The naming of the Muses was, I like to think, a way of personifying the mysteries of inspiration.

Somehow, from the images of these divine Muses, came the much later Romantic image of a muse – usually a beautiful young woman who inspires a great artist. So, when I ask you who your muse is, I’m aware it is a question that comes with a lot of history, a lot of baggage.  But your muse is simply a source of inspiration. And it serves you to notice who and where those sources are, so that you can begin to call on them when you need them.

Your muse won’t necessarily take a conventional shape. Stephen King’s certainly doesn’t. He says:

   There is a muse, but he’s not going to come fluttering down into your writing room and scatter creative fairy-dust all over your typewriter or computer. He lives in the ground. He’s a basement kind of guy.

   You have to descend to his level, and once you get down there you have to furnish an apartment for him to live in. You have to do all the grunt labour, in other words, while the muse sits and smokes cigars and admires his bowling trophies and pretends to ignore you.

  He may not be much to look at, that muse-guy, and he may not be much of a conversationalist, but he’s got inspiration. It’s right that you should do all the work and burn all the mid-night oil, because the guy with the cigar and the little wings has got a bag of magic. There’s stuff in there that can change your life.

        – Stephen King, On Writing: A Memoir of the Craft


Hilary Mantel wrote many books before she landed on the age of Tudors.
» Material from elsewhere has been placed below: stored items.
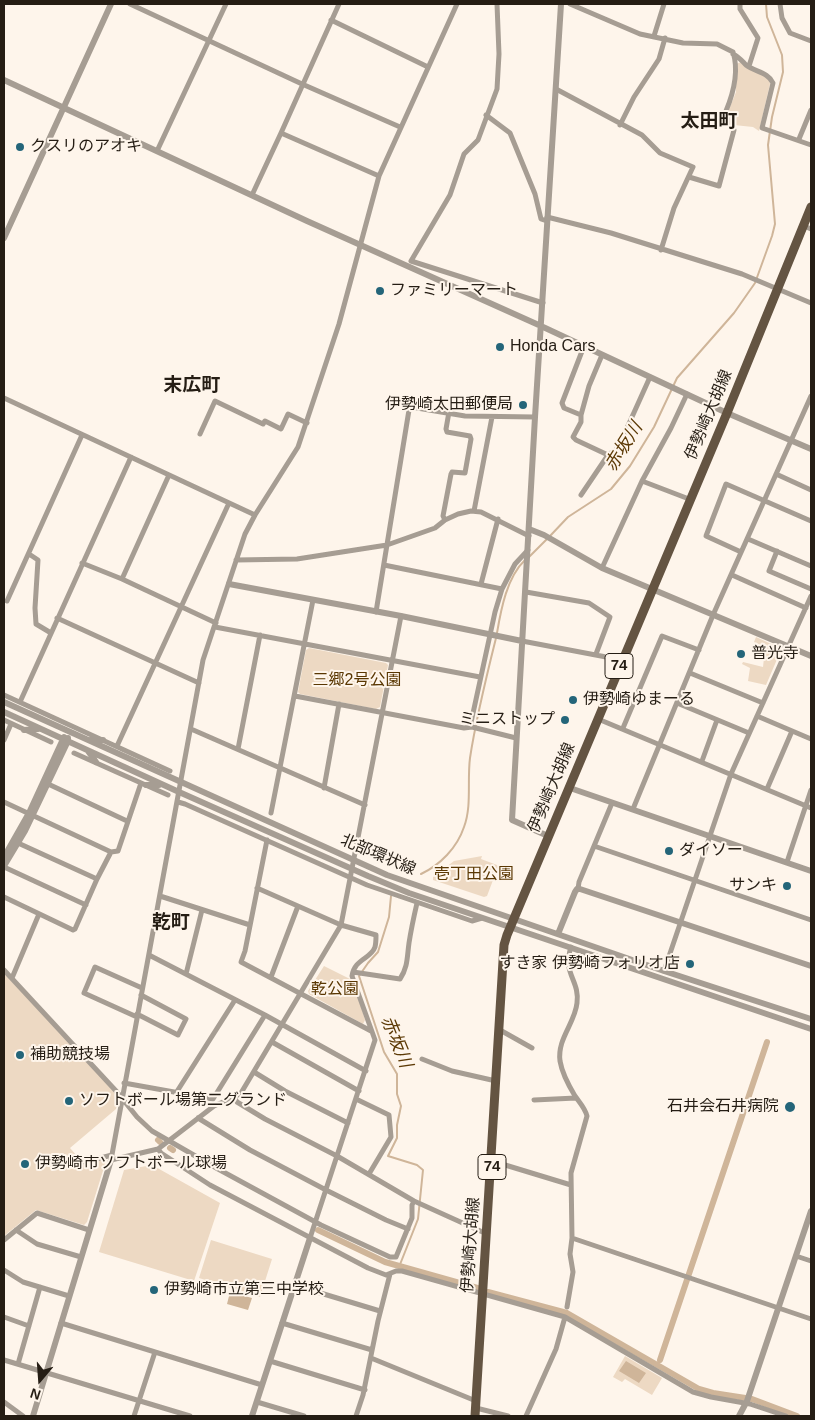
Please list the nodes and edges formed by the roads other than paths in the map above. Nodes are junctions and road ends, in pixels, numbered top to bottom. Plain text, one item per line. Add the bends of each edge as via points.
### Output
1 (111, 4) edge
2 (130, 4) edge
3 (226, 4) edge
4 (339, 4) edge
5 (457, 4) edge
6 (497, 4) edge
7 (561, 4) edge
8 (570, 4) edge
9 (664, 4) edge
10 (740, 4) edge
11 (780, 4) edge
12 (331, 20) junction
13 (654, 36) junction
14 (665, 38) junction
15 (209, 40) junction
16 (811, 40) edge
17 (733, 54) junction
18 (749, 66) junction
19 (428, 67) junction
20 (4, 80) edge
21 (302, 84) junction
22 (556, 89) junction
23 (63, 108) junction
24 (811, 110) edge
25 (486, 115) junction
26 (620, 124) junction
27 (400, 127) junction
28 (281, 133) junction
29 (798, 139) junction
30 (811, 144) edge
31 (157, 151) junction
32 (379, 176) junction
33 (689, 177) junction
34 (252, 195) junction
35 (811, 207) edge
36 (547, 219) junction
37 (808, 227) edge
38 (4, 238) edge
39 (360, 245) junction
40 (660, 250) junction
41 (778, 288) junction
42 (543, 302) junction
43 (811, 303) edge
44 (541, 326) junction
45 (584, 346) junction
46 (602, 354) junction
47 (650, 378) junction
48 (687, 394) junction
49 (811, 396) edge
50 (4, 398) edge
51 (449, 412) junction
52 (727, 413) junction
53 (580, 415) junction
54 (492, 417) junction
55 (535, 417) junction
56 (307, 423) junction
57 (200, 434) dead end
58 (82, 435) junction
59 (791, 440) junction
60 (811, 449) edge
61 (608, 455) junction
62 (131, 456) junction
63 (169, 474) junction
64 (776, 474) junction
65 (642, 481) junction
66 (811, 490) edge
67 (581, 495) dead end
68 (689, 499) junction
69 (764, 501) junction
70 (229, 503) junction
71 (474, 511) junction
72 (255, 515) junction
73 (445, 520) junction
74 (498, 520) junction
75 (811, 521) edge
76 (529, 532) junction
77 (748, 538) junction
78 (387, 544) junction
79 (528, 550) junction
80 (777, 551) junction
81 (741, 552) junction
82 (29, 554) junction
83 (236, 560) junction
84 (82, 563) junction
85 (384, 565) junction
86 (811, 566) edge
87 (602, 568) junction
88 (732, 575) junction
89 (122, 579) junction
90 (229, 584) junction
91 (480, 584) junction
92 (652, 588) junction
93 (502, 589) junction
94 (811, 589) edge
95 (526, 592) junction
96 (811, 596) edge
97 (313, 600) junction
98 (7, 601) dead end
99 (182, 606) junction
100 (806, 608) junction
101 (376, 612) junction
102 (713, 615) junction
103 (401, 616) junction
104 (58, 618) junction
105 (215, 625) junction
106 (51, 633) junction
107 (260, 635) junction
108 (491, 635) junction
109 (522, 641) junction
110 (304, 644) junction
111 (788, 647) junction
112 (699, 650) junction
113 (596, 654) junction
114 (811, 656) edge
115 (393, 660) junction
116 (622, 660) junction
117 (156, 662) junction
118 (690, 673) junction
119 (480, 677) junction
120 (199, 683) junction
121 (4, 694) edge
122 (295, 696) junction
123 (4, 702) edge
124 (21, 702) junction
125 (677, 703) junction
126 (763, 703) junction
127 (339, 704) junction
128 (4, 712) edge
129 (28, 713) junction
130 (383, 713) junction
131 (757, 716) junction
132 (598, 718) junction
133 (4, 720) edge
134 (717, 720) junction
135 (11, 724) junction
136 (470, 727) junction
137 (40, 728) junction
138 (623, 728) junction
139 (190, 729) junction
140 (24, 730) junction
141 (792, 731) junction
142 (68, 732) junction
143 (750, 733) junction
144 (516, 738) junction
145 (811, 739) edge
146 (4, 740) edge
147 (65, 740) junction
148 (89, 740) junction
149 (103, 740) junction
150 (51, 742) dead end
151 (659, 744) junction
152 (117, 746) junction
153 (238, 749) junction
154 (87, 750) junction
155 (126, 750) junction
156 (74, 752) dead end
157 (132, 760) junction
158 (702, 761) junction
159 (96, 762) junction
160 (281, 769) junction
161 (170, 771) dead end
162 (731, 774) junction
163 (46, 783) junction
164 (181, 783) junction
165 (143, 784) junction
166 (163, 785) junction
167 (324, 788) junction
168 (570, 788) junction
169 (767, 789) junction
170 (811, 790) edge
171 (179, 792) junction
172 (168, 795) dead end
173 (4, 802) edge
174 (178, 802) junction
175 (612, 803) junction
176 (364, 805) junction
177 (808, 807) edge
178 (633, 809) junction
179 (271, 813) dead end
180 (31, 815) junction
181 (127, 821) junction
182 (548, 836) junction
183 (710, 836) junction
184 (267, 840) junction
185 (18, 843) junction
186 (594, 846) junction
187 (112, 852) junction
188 (4, 857) edge
189 (354, 860) junction
190 (787, 862) junction
191 (4, 867) edge
192 (352, 869) junction
193 (811, 871) edge
194 (351, 877) junction
195 (97, 879) junction
196 (695, 880) junction
197 (257, 888) junction
198 (578, 889) junction
199 (160, 896) junction
200 (4, 897) edge
201 (417, 903) junction
202 (86, 905) junction
203 (298, 906) junction
204 (202, 910) junction
205 (39, 914) junction
206 (482, 918) junction
207 (811, 920) edge
208 (512, 923) junction
209 (681, 923) junction
210 (250, 925) junction
211 (341, 925) junction
212 (558, 934) junction
213 (571, 947) junction
214 (149, 955) junction
215 (811, 966) edge
216 (4, 970) edge
217 (664, 971) junction
218 (353, 972) junction
219 (186, 974) junction
220 (271, 977) junction
221 (12, 978) junction
222 (142, 988) junction
223 (301, 993) junction
224 (141, 995) junction
225 (235, 1000) junction
226 (137, 1015) junction
227 (265, 1015) junction
228 (811, 1019) edge
229 (282, 1025) junction
230 (811, 1029) edge
231 (500, 1030) junction
232 (371, 1031) junction
233 (272, 1042) junction
234 (532, 1048) dead end
235 (422, 1059) dead end
236 (366, 1071) junction
237 (254, 1072) junction
238 (497, 1081) junction
239 (124, 1083) junction
240 (359, 1091) junction
241 (176, 1093) junction
242 (234, 1097) junction
243 (121, 1098) junction
244 (576, 1098) junction
245 (356, 1099) junction
246 (534, 1100) dead end
247 (198, 1118) junction
248 (348, 1123) junction
249 (168, 1141) junction
250 (158, 1148) junction
251 (336, 1156) junction
252 (111, 1158) junction
253 (492, 1161) junction
254 (85, 1162) dead end
255 (368, 1174) junction
256 (570, 1184) junction
257 (326, 1190) junction
258 (414, 1201) junction
259 (811, 1211) edge
260 (316, 1222) junction
261 (408, 1229) junction
262 (16, 1230) junction
263 (89, 1230) junction
264 (487, 1234) junction
265 (310, 1238) junction
266 (572, 1238) junction
267 (4, 1240) edge
268 (796, 1256) junction
269 (81, 1257) junction
270 (811, 1261) edge
271 (4, 1270) edge
272 (390, 1274) junction
273 (294, 1285) junction
274 (40, 1287) junction
275 (483, 1294) junction
276 (69, 1296) junction
277 (567, 1307) dead end
278 (778, 1308) junction
279 (380, 1311) junction
280 (566, 1317) junction
281 (4, 1318) edge
282 (811, 1319) edge
283 (61, 1323) junction
284 (282, 1323) junction
285 (28, 1326) junction
286 (372, 1350) junction
287 (155, 1352) junction
288 (371, 1358) junction
289 (4, 1360) edge
290 (270, 1361) junction
291 (18, 1364) junction
292 (46, 1373) junction
293 (262, 1385) junction
294 (365, 1390) junction
295 (747, 1399) junction
296 (139, 1401) junction
297 (4, 1402) edge
298 (257, 1402) junction
299 (476, 1409) edge
300 (23, 1416) edge
301 (33, 1416) edge
302 (134, 1416) edge
303 (190, 1416) edge
304 (252, 1416) edge
305 (304, 1416) edge
306 (356, 1416) edge
307 (508, 1416) edge
308 (526, 1416) edge
309 (739, 1416) edge
310 (786, 1416) edge

1 - 23 street
2 - 15 street
3 - 15 street
4 - 12 street
5 - 19 street
6 - 25 street via 497,89
7 - 22 street
8 - 13 street via 640,34
9 - 13 street
10 - 18 street via 758,38
11 - 16 street via 782,18 790,33
12 - 19 street
12 - 21 street
13 - 14 street
14 - 17 street via 683,43 717,44
14 - 26 street via 659,58
15 - 21 street
15 - 31 street
17 - 18 street
17 - 33 street via 733,94 726,111 734,130 719,186
18 - 29 street via 773,83 763,128
19 - 27 street
20 - 23 street
21 - 27 street
21 - 28 street
22 - 26 street
22 - 36 street
23 - 31 street
23 - 38 street
24 - 29 street
25 - 36 street via 510,133 536,194 541,219
25 - 42 street via 478,140 461,160 450,195 411,262
26 - 33 street via 642,135 660,153 693,167
27 - 32 street
28 - 32 street
28 - 34 street
29 - 30 street
31 - 34 street
32 - 39 street
33 - 40 street
34 - 39 street
35 - 37 main road, 伊勢崎大胡線 / 74
36 - 40 street
36 - 42 street
37 - 41 main road, 伊勢崎大胡線 / 74
39 - 44 street
39 - 56 street
40 - 41 street
41 - 43 street
41 - 52 main road, 伊勢崎大胡線 / 74
42 - 44 street
44 - 45 street
44 - 55 street
45 - 46 street
45 - 53 street via 562,403 564,408
46 - 47 street
46 - 53 street
47 - 48 street
47 - 61 street via 618,448
48 - 52 street
48 - 65 street
49 - 59 street
50 - 58 street
51 - 54 street
51 - 73 street via 447,432 470,436 471,439 465,472 451,474 443,516
51 - 78 street via 410,407
52 - 59 street
52 - 68 main road, 伊勢崎大胡線 / 74
53 - 61 street via 576,440
54 - 55 street
54 - 71 street
55 - 76 street
56 - 57 street via 288,414 281,429 215,401
56 - 72 street via 298,447
58 - 62 street
58 - 82 street
59 - 60 street
59 - 64 street
61 - 67 street
62 - 63 street
62 - 84 street
63 - 70 street
63 - 89 street
64 - 66 street
64 - 69 street
65 - 68 street
65 - 87 street
68 - 92 main road, 伊勢崎大胡線 / 74
69 - 75 street
69 - 77 street
69 - 81 street via 726,484 706,536
70 - 72 street
70 - 99 street
71 - 73 street
71 - 74 street
72 - 83 street
73 - 78 street via 435,528
74 - 76 street
74 - 91 street
76 - 79 street
76 - 87 street via 544,534
77 - 80 street
77 - 81 street
78 - 83 street via 297,559
78 - 85 street
79 - 93 street via 515,564
79 - 95 street
80 - 86 street
80 - 94 street via 769,571
81 - 88 street
82 - 98 street
82 - 106 street via 38,560 36,624
83 - 90 street
84 - 89 street
84 - 104 street
85 - 91 street
85 - 101 street
87 - 92 street
88 - 100 street
88 - 102 street
89 - 99 street
90 - 97 street
90 - 105 street
91 - 93 street
92 - 102 street
92 - 116 main road, 伊勢崎大胡線 / 74
93 - 108 street
95 - 109 street
95 - 113 street via 589,603 610,617
96 - 100 street
97 - 101 street
97 - 110 street
99 - 105 street
99 - 117 street
100 - 111 street
101 - 103 street
102 - 111 street
102 - 112 street
103 - 108 street
103 - 115 street
104 - 106 street
104 - 117 street
105 - 107 street
105 - 120 street
106 - 124 street
107 - 110 street
107 - 153 street
108 - 109 street
108 - 119 street
109 - 113 street
109 - 144 street
110 - 115 street
110 - 122 street
111 - 114 street
111 - 126 street
112 - 118 street
112 - 138 street via 662,636
113 - 116 street
115 - 119 street
115 - 130 street
116 - 132 main road, 伊勢崎大胡線 / 74
117 - 120 street
117 - 152 street
118 - 125 street
118 - 126 street
119 - 136 street
120 - 139 street
121 - 124 street
122 - 127 street
122 - 160 street
123 - 129 street, 北部環状線
124 - 129 street
124 - 149 street
125 - 134 street
125 - 151 street
126 - 131 street
127 - 130 street
127 - 167 street
128 - 137 street, 北部環状線
129 - 142 street, 北部環状線
130 - 136 street
130 - 176 street
131 - 141 street
131 - 143 street
132 - 138 street
132 - 168 main road, 伊勢崎大胡線 / 74
133 - 135 street
134 - 143 street
134 - 158 street
135 - 140 street
135 - 146 street
136 - 144 street
137 - 140 street
137 - 147 street, 北部環状線
138 - 151 street
139 - 153 street
139 - 164 street
140 - 150 street
141 - 145 street
141 - 169 street
142 - 147 street
142 - 148 street, 北部環状線
143 - 162 street
144 - 182 street via 512,820
147 - 154 street, 北部環状線
147 - 163 street
148 - 149 street
148 - 157 street, 北部環状線
149 - 152 street
151 - 158 street
151 - 178 street
152 - 155 street
153 - 160 street
154 - 159 street
154 - 166 street, 北部環状線
155 - 157 street
155 - 161 street
156 - 159 street
157 - 164 street, 北部環状線
158 - 162 street
159 - 165 street
160 - 167 street
160 - 179 street
162 - 169 street
162 - 183 street
163 - 180 street
163 - 181 street
164 - 171 street
164 - 189 street, 北部環状線
165 - 166 street
165 - 172 street
165 - 181 street
166 - 171 street, 北部環状線
167 - 176 street
168 - 175 street
168 - 182 main road, 伊勢崎大胡線 / 74
169 - 177 street
170 - 177 street
171 - 174 street
171 - 192 street, 北部環状線
173 - 180 street
174 - 184 street
174 - 199 street
175 - 178 street
175 - 186 street
176 - 189 street
177 - 190 street
178 - 183 street
180 - 185 street
180 - 187 street
180 - 188 street
181 - 187 street via 118,851
182 - 208 main road, 伊勢崎大胡線 / 74
183 - 190 street
183 - 196 street
184 - 194 street
184 - 197 street
185 - 191 street
185 - 195 street
186 - 196 street
186 - 198 street
187 - 195 street
189 - 192 street
189 - 208 street, 北部環状線
190 - 193 street
191 - 202 street
192 - 194 street
192 - 206 street, 北部環状線
194 - 201 street
194 - 211 street
195 - 202 street
196 - 207 street
196 - 209 street
197 - 203 street
197 - 210 street
198 - 209 street
198 - 212 street
199 - 204 street
199 - 214 street
200 - 205 street
201 - 206 street via 472,921
201 - 218 street via 405,972 400,979
202 - 205 street via 75,930
203 - 211 street
203 - 220 street
204 - 210 street
204 - 219 street
205 - 221 street
206 - 208 street, 北部環状線
208 - 212 street, 北部環状線
208 - 213 street, 北部環状線
208 - 231 main road, 伊勢崎大胡線 / 74 via 504,946
209 - 215 street
209 - 217 street
210 - 220 street via 241,962
211 - 218 street via 376,934 374,950 356,965
211 - 223 street
212 - 217 street, 北部環状線
213 - 230 street, 北部環状線
213 - 244 street via 568,964 578,1001 564,1036 560,1059
214 - 219 street
214 - 222 street
216 - 221 street
217 - 228 street, 北部環状線
218 - 232 street
219 - 225 street
220 - 223 street
221 - 243 street
222 - 224 street
222 - 226 street via 95,967 84,993
223 - 229 street
223 - 232 street
224 - 226 street
224 - 226 street via 186,1019 178,1035
225 - 227 street
225 - 241 street
226 - 239 street
227 - 229 street
227 - 241 street via 214,1099
229 - 233 street
229 - 236 street
231 - 234 street
231 - 238 main road, 伊勢崎大胡線 / 74
232 - 236 street via 375,1040
233 - 237 street
233 - 240 street
235 - 238 street
236 - 240 street
237 - 242 street
237 - 248 street
238 - 253 main road, 伊勢崎大胡線 / 74
239 - 241 street
239 - 243 street
240 - 245 street
242 - 247 street
242 - 251 street via 265,1119
243 - 249 street via 147,1126
243 - 252 street
244 - 246 street
244 - 256 street via 587,1116
245 - 248 street
245 - 255 street via 389,1115 390,1137
247 - 249 street
247 - 257 street
248 - 251 street
249 - 250 street
249 - 260 street
250 - 252 street
250 - 265 street via 210,1185
251 - 255 street
251 - 257 street
252 - 254 street
252 - 263 street
253 - 256 street
253 - 264 main road, 伊勢崎大胡線 / 74
255 - 258 street
256 - 266 street
257 - 260 street
257 - 261 street
258 - 261 street
258 - 264 street
259 - 268 street
260 - 261 street via 394,1258
260 - 265 street
262 - 263 street via 37,1213
262 - 267 street
262 - 269 street via 37,1244
263 - 269 street
264 - 275 main road, 伊勢崎大胡線 / 74
265 - 272 street via 368,1268
265 - 273 street
266 - 277 street via 573,1276
266 - 278 street
268 - 270 street
268 - 278 street
269 - 276 street
271 - 274 street
272 - 275 street via 402,1271
272 - 279 street
273 - 279 street
273 - 284 street
274 - 276 street
274 - 285 street
275 - 280 street
275 - 299 main road, 伊勢崎大胡線 / 74
276 - 283 street
278 - 282 street
278 - 295 street
279 - 286 street
280 - 295 street via 688,1389 711,1397
280 - 308 street via 556,1349
281 - 285 street
283 - 287 street
283 - 292 street
284 - 286 street
284 - 290 street
285 - 291 street
286 - 288 street
287 - 293 street
287 - 296 street
288 - 294 street
288 - 299 street
289 - 291 street
290 - 293 street
290 - 294 street
291 - 292 street
292 - 296 street
292 - 301 street
293 - 298 street
294 - 306 street
295 - 309 street
295 - 310 street
296 - 302 street
296 - 303 street
297 - 300 street
298 - 304 street
298 - 305 street
299 - 307 street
In many interviews she spoke of the sense that while she was writing her other novels and memoirs, she was casting about for “her subject”– and when she came closer to Thomas Cromwell, she finally recognised that shiver of possibility that might herald the arrival of her muse. 

But Cromwell wasn’t her only muse. Both Wolf Hall and Bring Up the Bodies were dedicated to Mary Robertson, who before her retirement in 2013 was the curator of British Historical Manuscripts at the Huntington Library, in San Marino, California. Mantel said she was enormously inspired by Robertson, after developing a “luminous” correspondence with her. What started as a research puzzle became, as Mantel said, a deep friendship. But Mantel also used another word to describe Robertson: muse.
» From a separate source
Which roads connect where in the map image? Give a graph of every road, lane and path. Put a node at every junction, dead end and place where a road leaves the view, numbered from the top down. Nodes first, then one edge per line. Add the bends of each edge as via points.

Your own muse may not look anything like a Greek goddess, or a Pre-Raphaelite model, or an American librarian or a cigar-smoking basement guy. It’s your muse, after all. 

So now get your journal out. Start writing a dialogue with your muse. 

Begin with a simple two-line prompt and keep going for around ten minutes if you can. The idea with these prompts, as always, is to show your ideas that they are welcome, to allow your creative instinct to surprise you – and to let your own muse appear. 

 Begin with these two call-and-response lines: 

 I am….

 You are…..

 Write in that call and response for between five and ten minutes – let it lead you where it will. Try not to dictate who the “you” or “I” are for now. Perhaps the “I” is the muse saying, “I am here waiting…” or perhaps it’s you saying, “I am empty and expectant…”. Just open the door, invite it in. If you find that the “I am” leads into a page of writing, that’s fine. Follow your instinct! 

If you feel there’s more to ask at the end of that ten minutes or so, you might want ask your muse some gentle questions, and allow your muse to answer back, in writing. 

Hello muse, what are you expecting of me? 

What are you hoping for?

What do you have to offer me?

Is there something I need to ask of you? 

Noticing and naming the Muses allowed the Greeks to pay homage – For us, it’s a chance to give thanks. Your sources of inspiration are part of your creative toolkit – when you hit a moment of sludge, remind yourself of your own private pantheon of muses and know that you can call on them at any time.  And they will answer.